Christian Ramirez (born April 4, 1991) is an American professional soccer player who plays as a forward for Major League Soccer club Columbus Crew.

Early life and education 
Born in Santa Ana, California, Ramirez attended La Quinta High School in Westminster, California near his hometown of Garden Grove where he played center midfield and forward. As a freshman, he scored 17 goals and tallied 10 assists. During his sophomore year, he scored 18 goals and served eight assists. He opted not to play for the high school team during his junior and senior seasons. Ramirez played for the Olympic Development Program (ODP) and earned the Golden Boot award at the nationals in 2008 after the squad won the tournament. He was named team captain for three seasons.

Ramirez played two years at Concordia University Irvine (CUI) in California after starting his college career at UC Santa Barbara, where he appeared 24 times in two years, making two starts and scoring one goal. The 6'2" forward finished his CUI career with 44 goals and 18 assists. While at Concordia, Ramirez was named NAIA First Team All-American in 2012 while recording 23 goals and 6 assists and was also the GSAC 2012 Player of the Year. In 2011, Ramirez was named All-GSAC First Team and broke the school record for points in a game with five goals and three assists for 13 points against William Jessup. Ramirez tied the school single season mark for points with 48 in 2011 and would go on to set the school record for points in a season with 52 in 2012.

Club career

Charlotte Eagles 
In 2013, Ramirez signed with the Charlotte Eagles of the USL PRO. He made his debut for the squad in a match against Antigua Barracuda FC, in which he tallied his first professional goal and was named to the USL Pro Team of the Week. Ramirez finished the regular season with 8 goals and 5 assists. He continued his form into the postseason, scoring 4 goals in 3 playoff appearances and helping lead the Eagles to the USL Pro Championship, where they lost to Orlando City SC.

Minnesota United FC 
On January 8, 2014, Minnesota United FC announced that they had signed Ramirez for the 2014 NASL season. After first-choice striker Pablo Campos suffered a torn ACL in preseason, Ramirez enjoyed a breakout season while starting every game. Ramirez was named NASL Player of the Week three times, and the NASL Player of the Month three times, for May/June, August, and October/November.

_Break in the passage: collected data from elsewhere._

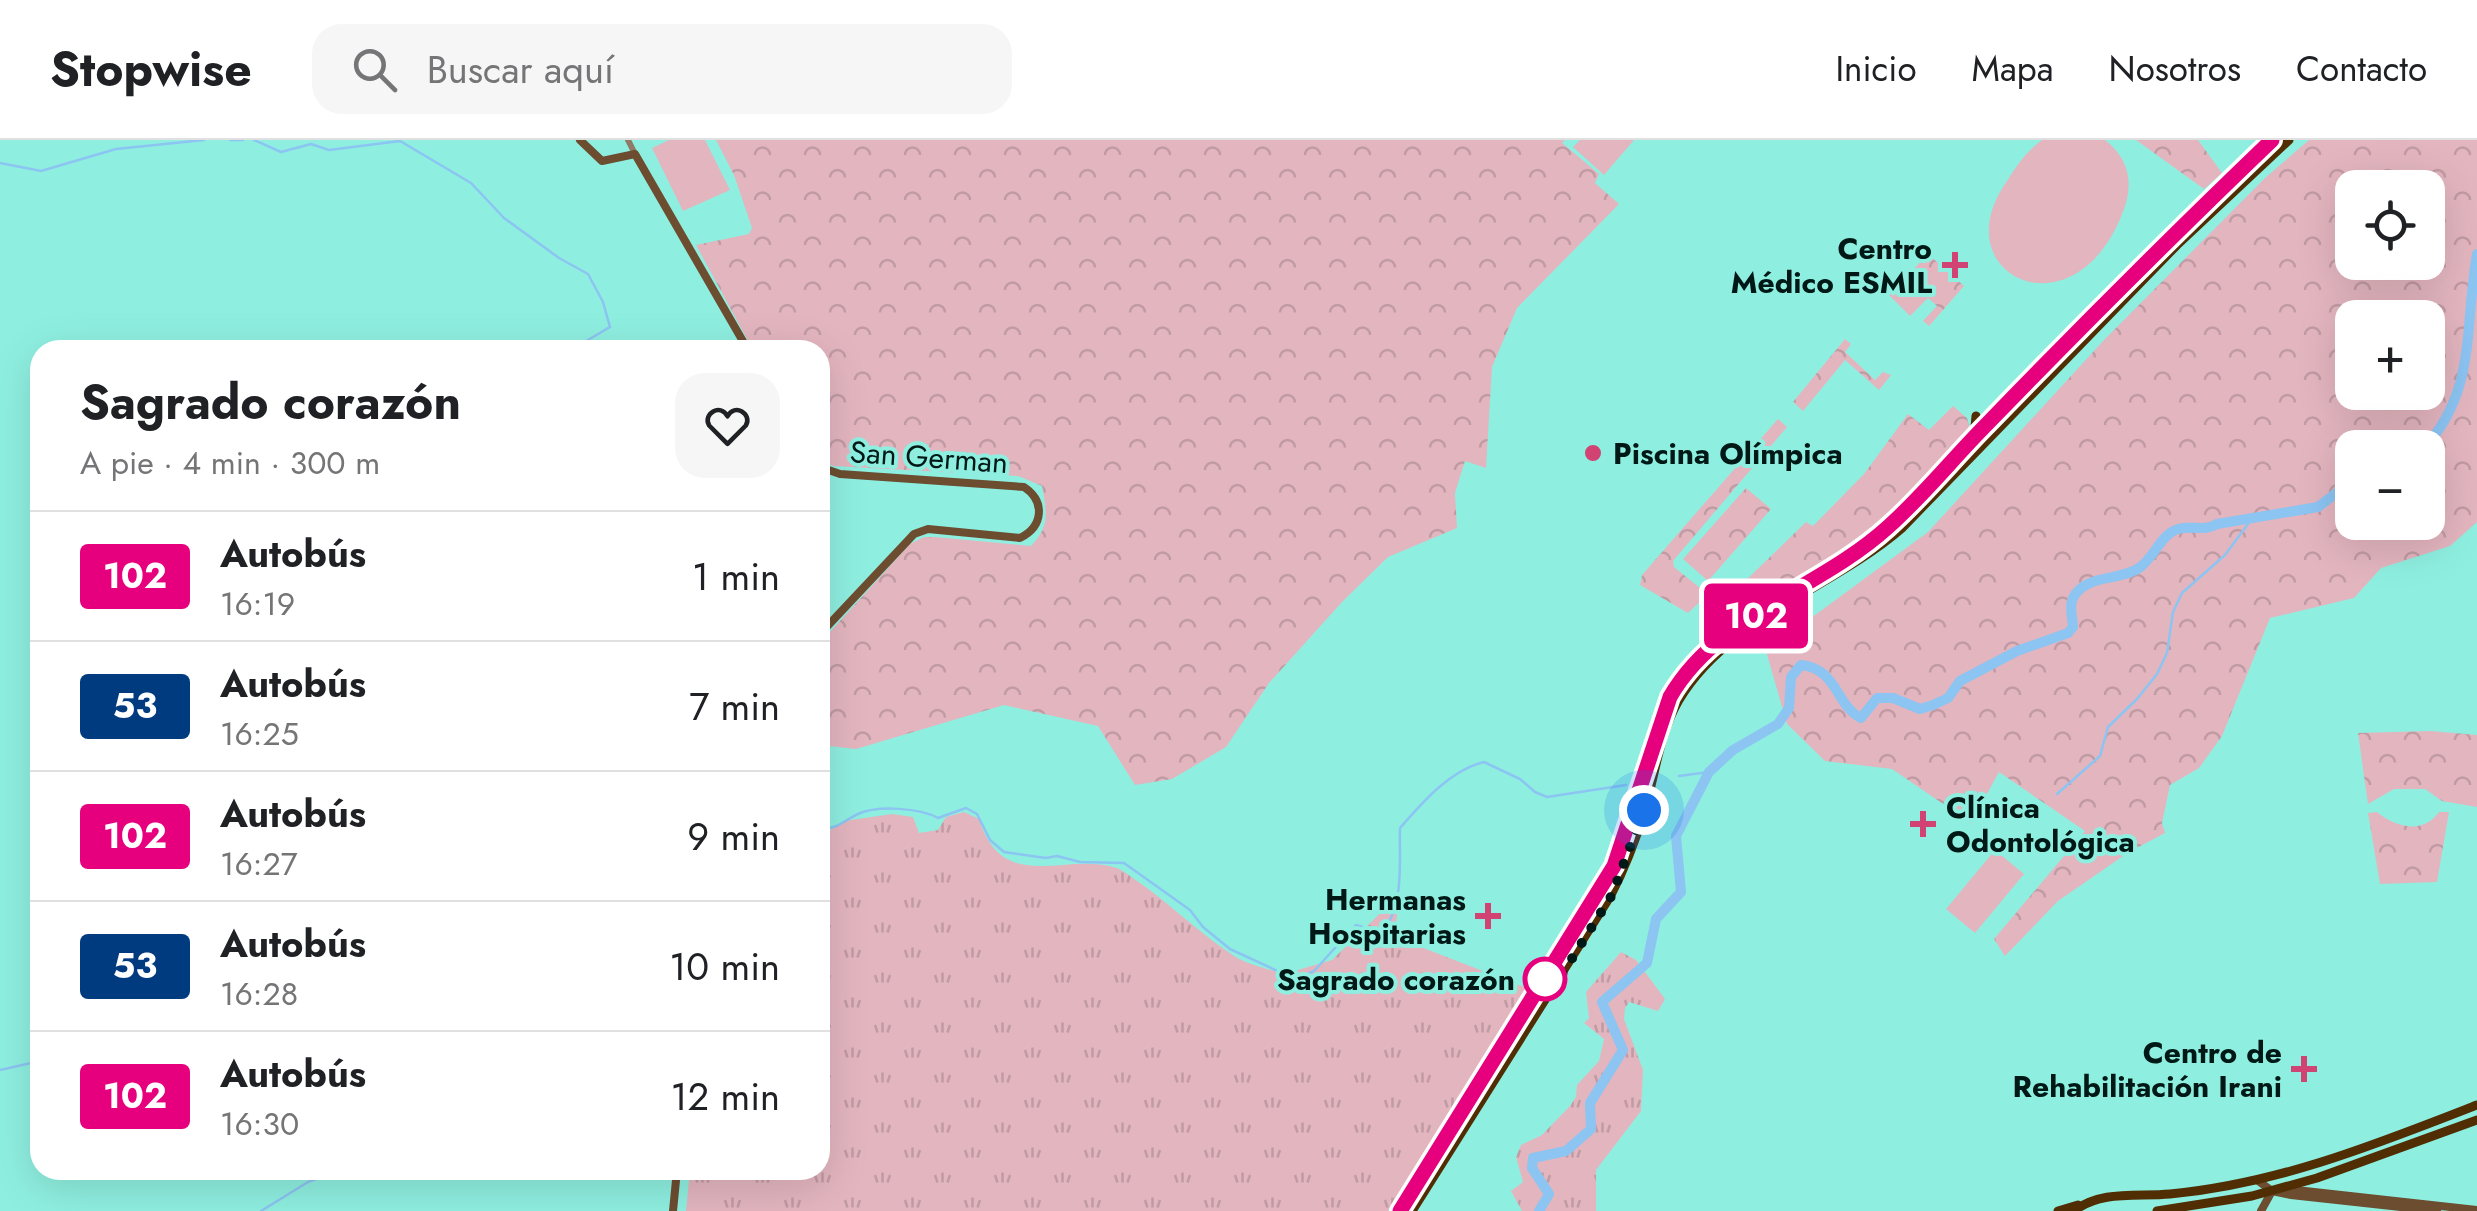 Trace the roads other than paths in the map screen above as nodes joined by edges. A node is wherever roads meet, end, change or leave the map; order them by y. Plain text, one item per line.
1 (580, 140) edge
2 (628, 140) edge
3 (2272, 140) edge
4 (2289, 140) edge
5 (635, 154) junction
6 (742, 340) edge
7 (2004, 407) junction
8 (1986, 408) dead end
9 (1976, 416) dead end
10 (1974, 438) junction
11 (830, 470) edge
12 (830, 623) edge
13 (1657, 749) junction
14 (1644, 791) junction
15 (1538, 989) junction
16 (1547, 998) junction
17 (2477, 1105) edge
18 (2477, 1120) edge
19 (2317, 1178) junction
20 (676, 1180) edge
21 (2258, 1180) junction
22 (2316, 1190) junction
23 (2272, 1191) junction
24 (1416, 1195) junction
25 (2112, 1196) junction
26 (2349, 1197) junction
27 (2119, 1206) dead end
28 (2080, 1208) edge
29 (2477, 1210) edge
30 (673, 1211) edge
31 (1400, 1211) edge
32 (1412, 1211) edge
33 (2058, 1211) edge
34 (2157, 1211) edge
35 (2261, 1211) edge
36 (2437, 1211) edge

1 - 5 main road
2 - 5 street
3 - 7 main road
4 - 13 main road
5 - 6 main road
7 - 8 main road
7 - 10 main road
9 - 10 main road
10 - 13 main road
11 - 12 main road, San German
13 - 14 main road
14 - 15 main road
14 - 16 main road
15 - 16 main road
15 - 24 main road
16 - 24 main road
17 - 21 main road
18 - 19 main road
19 - 22 main road
19 - 23 main road
20 - 30 main road
21 - 23 main road
21 - 25 main road
22 - 23 main road
22 - 26 main road
23 - 26 main road
23 - 34 main road
23 - 35 main road
24 - 31 main road
24 - 32 main road
25 - 27 main road
25 - 28 main road
26 - 29 main road
26 - 36 main road
28 - 33 main road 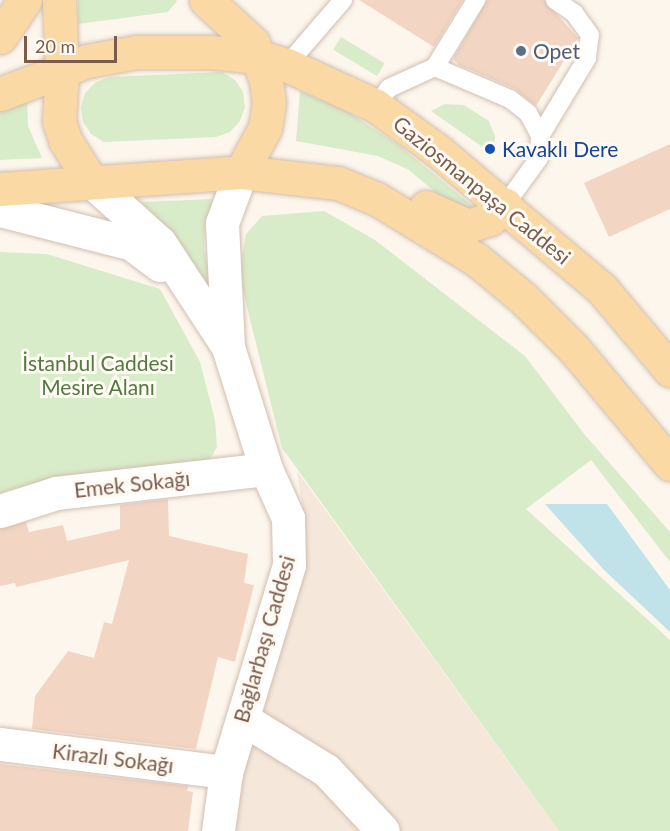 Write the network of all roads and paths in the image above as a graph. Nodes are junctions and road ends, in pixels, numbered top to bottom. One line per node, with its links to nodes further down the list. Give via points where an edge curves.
1 (25, 0): 7 (main road)
2 (59, 0): 10 (main road)
3 (206, 0): 8 (main road)
4 (343, 0): 8 (lane)
5 (476, 0): 9 (lane)
6 (555, 0): 13 (lane, via 574,13 590,35 587,58)
7 (0, 37)
8 (273, 61): 10 (main road, via 210,52 136,52); 12 (main road, Gaziosmanpaşa Caddesi); 14 (main road, via 265,128)
9 (435, 67): 12 (lane, via 390,88); 13 (lane, via 510,99 528,113)
10 (62, 70): 11 (main road); 15 (main road, via 59,121 65,140)
11 (0, 94)
12 (376, 106): 18 (main road, Gaziosmanpaşa Caddesi)
13 (540, 136): 18 (lane, via 539,158)
14 (241, 172): 15 (main road); 17 (main road, via 338,183); 21 (street, via 222,223)
15 (90, 180): 16 (main road); 20 (street, via 160,243)
16 (0, 189)
17 (377, 199): 18 (main road, via 433,209 468,226 490,219); 23 (main road, via 477,260 524,298 604,383)
18 (505, 205): 22 (main road, Gaziosmanpaşa Caddesi, via 602,289)
19 (0, 210): 20 (street, via 132,244)
20 (184, 282): 21 (street)
21 (228, 347): 24 (street, Bağlarbaşı Caddesi)
22 (670, 370)
23 (670, 464)
24 (266, 469): 25 (street, Emek Sokağı, via 56,493); 26 (street, Bağlarbaşı Caddesi, via 288,518 291,542 276,611)
25 (0, 511)
26 (243, 719): 28 (street, Bağlarbaşı Caddesi); 30 (street, via 326,770)
27 (0, 744): 28 (street, Kirazlı Sokağı)
28 (226, 772): 29 (street, Bağlarbaşı Caddesi)
29 (218, 831)
30 (383, 831) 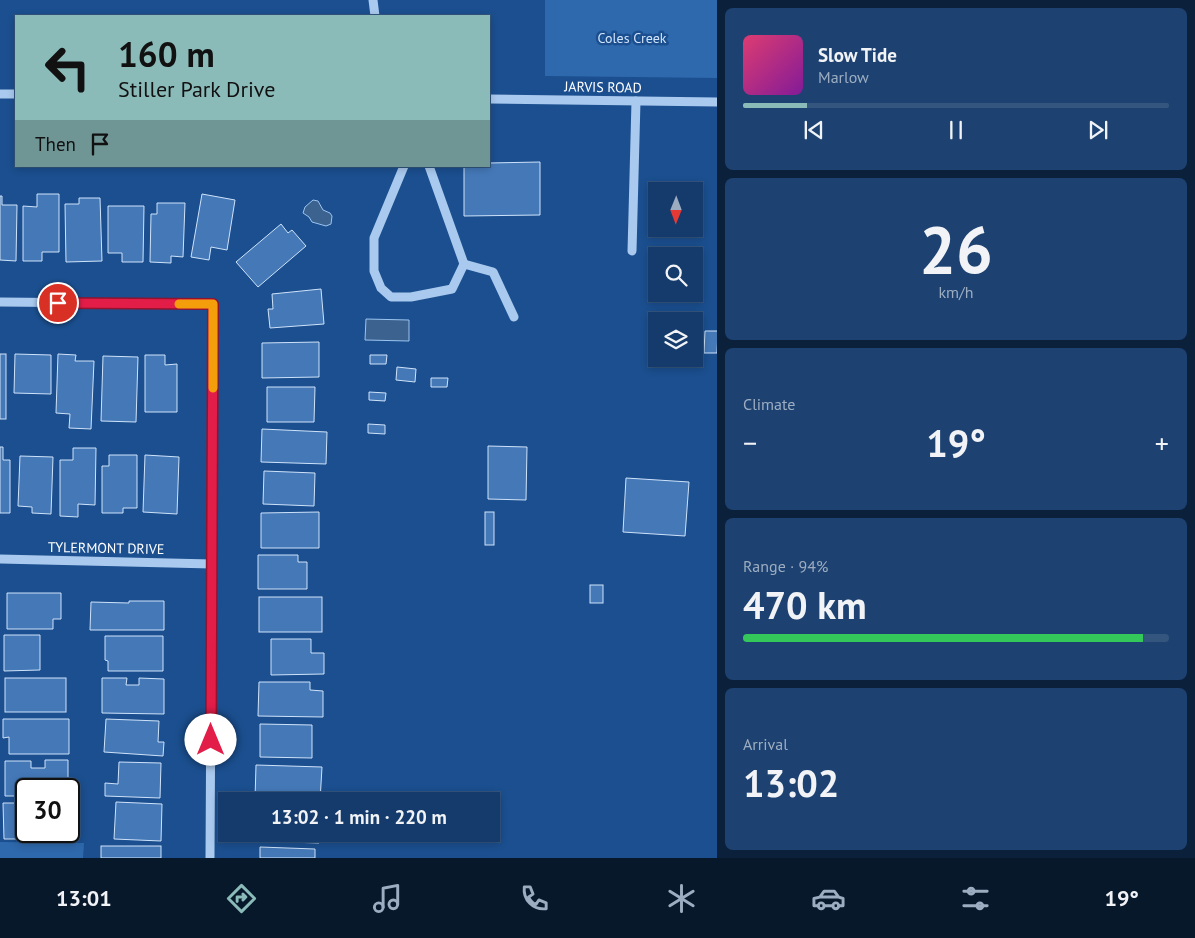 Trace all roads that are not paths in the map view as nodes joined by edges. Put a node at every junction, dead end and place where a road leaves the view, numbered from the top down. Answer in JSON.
{"nodes":[{"id":1,"x":373,"y":0,"type":"edge"},
{"id":2,"x":375,"y":15,"type":"edge"},
{"id":3,"x":0,"y":94,"type":"edge"},
{"id":4,"x":15,"y":94,"type":"edge"},
{"id":5,"x":490,"y":99,"type":"edge"},
{"id":6,"x":636,"y":101,"type":"junction"},
{"id":7,"x":717,"y":102,"type":"edge"},
{"id":8,"x":404,"y":167,"type":"edge"},
{"id":9,"x":429,"y":167,"type":"edge"},
{"id":10,"x":632,"y":251,"type":"dead end"},
{"id":11,"x":464,"y":264,"type":"junction"},
{"id":12,"x":0,"y":302,"type":"edge"},
{"id":13,"x":514,"y":317,"type":"dead end"},
{"id":14,"x":0,"y":559,"type":"edge"},
{"id":15,"x":212,"y":564,"type":"junction"},
{"id":16,"x":210,"y":858,"type":"edge"}],
"edges":[{"from":1,"to":2,"type":"street"},
{"from":3,"to":4,"type":"street"},
{"from":5,"to":6,"type":"street","name":"JARVIS ROAD"},
{"from":6,"to":7,"type":"street","name":"JARVIS ROAD"},
{"from":6,"to":10,"type":"street"},
{"from":8,"to":11,"type":"street"},
{"from":9,"to":11,"type":"street"},
{"from":11,"to":13,"type":"street"},
{"from":12,"to":15,"type":"street"},
{"from":14,"to":15,"type":"street","name":"TYLERMONT DRIVE"},
{"from":15,"to":16,"type":"street"}]}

On the final game of the 2014 NASL Season, Ramirez scored his 20th goal, equaling the league record held by Campos and Etienne Barbara. Ramirez won the 2014 NASL Golden Boot by an 8-goal margin and the NASL Young Player of the Year award. Due to his performances, Ramirez was named in NASL's Best XI for 2014 and went on to earn the same honor in both the 2015 and 2016 seasons. Ramirez again won the NASL Golden Boot in 2016 after tallying 18 goals in 31 appearances. Ramirez holds the club record for both appearances and goals (95 and 53 respectively) for the now defunct NASL version of Minnesota United after they folded due to being selected for MLS expansion.

With Minnesota United's move to Major League Soccer, Ramirez was signed to an MLS contract, which was announced in January 2017. On March 3 Minnesota played their first game in MLS history, a 5–1 loss at the Portland Timbers, with Ramirez scoring the goal, MNUFC's first in MLS.  He helped Minnesota earn their first point in league history on March 18, scoring once in a 2–2 draw at the Colorado Rapids. On April 1, Ramirez scored twice to help give the Loons a 4–2 win over Real Salt Lake.  Ramirez scored once in a 4–0 win over D.C. United on July 29, but had to leave the game early due to a hamstring injury. After missing 4 games, he returned to action on September 16, coming off the bench in a 3–0 loss to Vancouver Whitecaps.  Ramirez scored his first goal since returning from injury on September 16 to help the Loons to a 3–1 win over the Montreal Impact.  On September 23, he scored once and added two assists to help Minnesota defeat FC Dallas 4–1.  On October 3, Ramirez scored in the 90th minute to level the score with Atlanta United at 2.  Kevin Molino would score in the 96th minute to give the Loons a 3–2 win.  Ramirez ended the season with 14 goals and 3 assists from 30 appearances.  Despite the strong play from Ramirez, Minnesota finished 9th in the Western Conference and failed to qualify for the playoffs.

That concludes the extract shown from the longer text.